“No man can run from his past.”
There’s a sad irony inherent in Linder’s ultimate fate, in the fact that he winds up being shot in the chest by the very man he sets out to kill. In hindsight, we realize that Linder’s the one who can’t run from his past, who can’t break free of the world he lives in, and he’s essentially running toward his past when he breaks into a literal run in that alley. It’s a bit premature to say that he’s a hundred percent dead, but it certainly seems like the writers have reached their ending point with his storyline.
If it truly is the end of his storyline, the situation becomes even more somber because we know that he’ll leave Eva behind. Eva, the person who, in this episode, imagines a future for her and Linder in which they’re free of the restrictions their current environment imposes upon them, in which the ugly history surrounding the Juarez cops is pushed aside under a cover of closure. We know that all Linder had to do was say yes, and he’d be on his way out of there by now; however, because he can’t give up on his quest for revenge, because he can’t let go of his past, he winds up suffering the consequences of pursuing violence.
And, as I’ve said countless times throughout the season, this is an environment of violence, of the quickest weapons being the most effective forms of silencing and controlling. We see it with the Marina Colonel’s team shooting into what turns out to be a Galvan decoy car, and we see it at the end of the episode when Robles pulls out the gun and fires. The paperweight held by Linder is useless when put up against a gun, and his belief that he could kill with that paperweight is quenched by the surprise of a bullet. It’s sad to watch, but the simple truth is that because Fausto’s been around violence his whole life, he has the smarts to avoid it–to a point, of course–if he wants. Linder’s always felt like an outsider, and he may very well die one.
Elsewhere in the episode, we don’t get much of Sonya vs. Eleanor–aside from the former finding addresses from the latter’s ledger–but we do get interesting conversations bookending the episode: Eleanor and Monte, then Hank and Sonya. I’d like to zero in on that Hank/Sonya conversation, which pretty nicely sums up a major theme of the series: corruption, specifically corruption within the Central Intelligence Agency but in general, corruption of society. Sonya says that this is all “dirty”, and Hank later responds with “It doesn’t feel right. It’s on us, somehow.” When Sonya asks who he’s referring to–she guesses cops at first–Hank answers with “No. Americans.” We’re now getting into the wider scope of the show, the exploration of the border politics on the El Paso-Juarez border, and Hank’s observation hints at a larger trend, a larger relationship. The show essentially tells us that the events we’re seeing play out continue to do so as we zoom out on the border, and the questions surrounding the situation are more vast than we can grapple with at one time.
What people in this show know, though, is that business keeps on rolling. Violence keeps on occurring. Robles going to jail isn’t going to upset the balance of the scale. Neither is Eleanor going to jail. The world gives, then takes, and things may not change as much as they seem to.

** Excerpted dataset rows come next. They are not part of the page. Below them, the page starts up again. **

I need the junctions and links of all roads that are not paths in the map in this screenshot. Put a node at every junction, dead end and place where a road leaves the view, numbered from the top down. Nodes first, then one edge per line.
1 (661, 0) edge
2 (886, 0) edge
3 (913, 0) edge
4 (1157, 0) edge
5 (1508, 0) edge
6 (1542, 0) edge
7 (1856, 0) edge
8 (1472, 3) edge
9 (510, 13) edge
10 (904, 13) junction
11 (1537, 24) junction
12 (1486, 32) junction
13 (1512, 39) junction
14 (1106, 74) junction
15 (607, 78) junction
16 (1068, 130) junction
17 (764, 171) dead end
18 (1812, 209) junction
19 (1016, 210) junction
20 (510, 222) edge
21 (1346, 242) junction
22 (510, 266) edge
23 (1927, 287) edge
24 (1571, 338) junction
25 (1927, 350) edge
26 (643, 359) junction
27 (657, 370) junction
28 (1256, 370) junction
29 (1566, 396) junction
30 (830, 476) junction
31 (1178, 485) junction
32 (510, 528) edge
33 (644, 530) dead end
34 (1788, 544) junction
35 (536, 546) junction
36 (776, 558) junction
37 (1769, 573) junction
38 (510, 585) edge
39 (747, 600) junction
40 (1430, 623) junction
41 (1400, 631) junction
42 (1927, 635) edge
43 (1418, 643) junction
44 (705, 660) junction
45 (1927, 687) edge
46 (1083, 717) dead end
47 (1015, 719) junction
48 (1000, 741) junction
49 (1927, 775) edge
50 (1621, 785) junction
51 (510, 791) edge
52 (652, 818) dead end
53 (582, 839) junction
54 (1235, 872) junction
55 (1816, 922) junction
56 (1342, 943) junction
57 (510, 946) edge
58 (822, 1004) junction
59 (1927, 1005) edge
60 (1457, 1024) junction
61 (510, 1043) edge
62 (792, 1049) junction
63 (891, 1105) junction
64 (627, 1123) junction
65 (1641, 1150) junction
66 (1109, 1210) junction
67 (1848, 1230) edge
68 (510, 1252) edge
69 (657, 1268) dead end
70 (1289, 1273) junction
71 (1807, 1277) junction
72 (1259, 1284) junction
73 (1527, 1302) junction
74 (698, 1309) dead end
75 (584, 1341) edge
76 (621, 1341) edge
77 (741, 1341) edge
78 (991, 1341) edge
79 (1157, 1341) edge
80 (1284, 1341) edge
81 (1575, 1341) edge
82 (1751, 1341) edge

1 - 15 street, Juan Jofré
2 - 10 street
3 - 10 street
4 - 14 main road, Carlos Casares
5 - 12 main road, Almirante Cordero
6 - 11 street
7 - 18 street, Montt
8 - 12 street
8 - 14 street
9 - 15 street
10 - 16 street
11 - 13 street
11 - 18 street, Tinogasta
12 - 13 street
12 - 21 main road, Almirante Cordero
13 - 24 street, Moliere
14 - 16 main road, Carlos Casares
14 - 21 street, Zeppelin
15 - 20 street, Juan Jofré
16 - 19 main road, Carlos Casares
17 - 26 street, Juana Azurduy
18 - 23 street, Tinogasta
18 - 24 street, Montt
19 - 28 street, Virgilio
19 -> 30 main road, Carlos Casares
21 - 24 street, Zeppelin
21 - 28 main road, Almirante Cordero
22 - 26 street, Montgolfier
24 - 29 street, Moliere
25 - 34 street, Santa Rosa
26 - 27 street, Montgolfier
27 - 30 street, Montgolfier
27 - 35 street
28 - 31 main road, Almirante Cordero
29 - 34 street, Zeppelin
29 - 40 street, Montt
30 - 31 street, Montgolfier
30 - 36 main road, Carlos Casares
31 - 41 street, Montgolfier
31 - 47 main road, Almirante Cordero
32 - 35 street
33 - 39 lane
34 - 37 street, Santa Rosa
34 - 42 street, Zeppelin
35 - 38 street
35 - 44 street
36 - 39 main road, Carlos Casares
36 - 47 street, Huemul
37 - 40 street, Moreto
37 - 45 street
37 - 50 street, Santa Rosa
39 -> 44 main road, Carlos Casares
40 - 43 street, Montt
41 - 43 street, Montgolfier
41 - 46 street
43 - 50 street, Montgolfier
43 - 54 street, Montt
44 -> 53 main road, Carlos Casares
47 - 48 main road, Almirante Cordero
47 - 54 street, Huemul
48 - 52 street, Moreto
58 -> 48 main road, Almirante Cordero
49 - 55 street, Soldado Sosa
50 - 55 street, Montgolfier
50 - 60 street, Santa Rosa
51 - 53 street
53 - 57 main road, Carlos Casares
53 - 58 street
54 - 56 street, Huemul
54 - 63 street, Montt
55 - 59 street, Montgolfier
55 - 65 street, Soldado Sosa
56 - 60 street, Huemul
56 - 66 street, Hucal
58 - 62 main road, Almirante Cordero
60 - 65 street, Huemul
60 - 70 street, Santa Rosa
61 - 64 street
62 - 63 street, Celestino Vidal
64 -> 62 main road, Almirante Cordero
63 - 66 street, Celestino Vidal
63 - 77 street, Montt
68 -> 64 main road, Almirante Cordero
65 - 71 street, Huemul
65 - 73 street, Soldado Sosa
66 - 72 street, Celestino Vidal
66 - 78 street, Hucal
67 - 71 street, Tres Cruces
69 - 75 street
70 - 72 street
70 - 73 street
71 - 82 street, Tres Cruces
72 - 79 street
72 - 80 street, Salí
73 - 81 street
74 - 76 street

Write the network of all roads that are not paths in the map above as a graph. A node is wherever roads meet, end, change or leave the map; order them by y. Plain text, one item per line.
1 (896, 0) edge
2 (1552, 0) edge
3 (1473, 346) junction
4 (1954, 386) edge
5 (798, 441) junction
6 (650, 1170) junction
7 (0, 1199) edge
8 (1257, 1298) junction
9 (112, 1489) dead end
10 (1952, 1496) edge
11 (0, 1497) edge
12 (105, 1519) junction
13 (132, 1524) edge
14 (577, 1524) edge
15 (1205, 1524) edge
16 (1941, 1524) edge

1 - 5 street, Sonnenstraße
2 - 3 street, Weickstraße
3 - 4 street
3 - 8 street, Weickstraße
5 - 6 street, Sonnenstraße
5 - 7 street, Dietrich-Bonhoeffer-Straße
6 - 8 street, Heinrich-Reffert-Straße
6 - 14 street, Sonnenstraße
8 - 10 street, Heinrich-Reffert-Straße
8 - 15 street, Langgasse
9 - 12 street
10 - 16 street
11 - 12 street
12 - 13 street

-I really like seeing Sonya, Hank, Frye, and Adriana all collaborating on something, even if they may not be on the friendliest of terms. We’ve seen so many disparate storylines throughout the series, so it’s nice that we get some crossover at times.
-I feel bad for that fish.
– There is no fascistcop.com.
-There’s one more episode left in the season, and since the ratings aren’t particularly good–FX renewing Tyrant probably doesn’t bode too well for this show–it might very well be the final episode of the series. I hope they go out with a bang (promo looks fantastic) if it is, but ultimately, I hope the show gets to go out on its own terms. It’s improved this year, and I want to see more.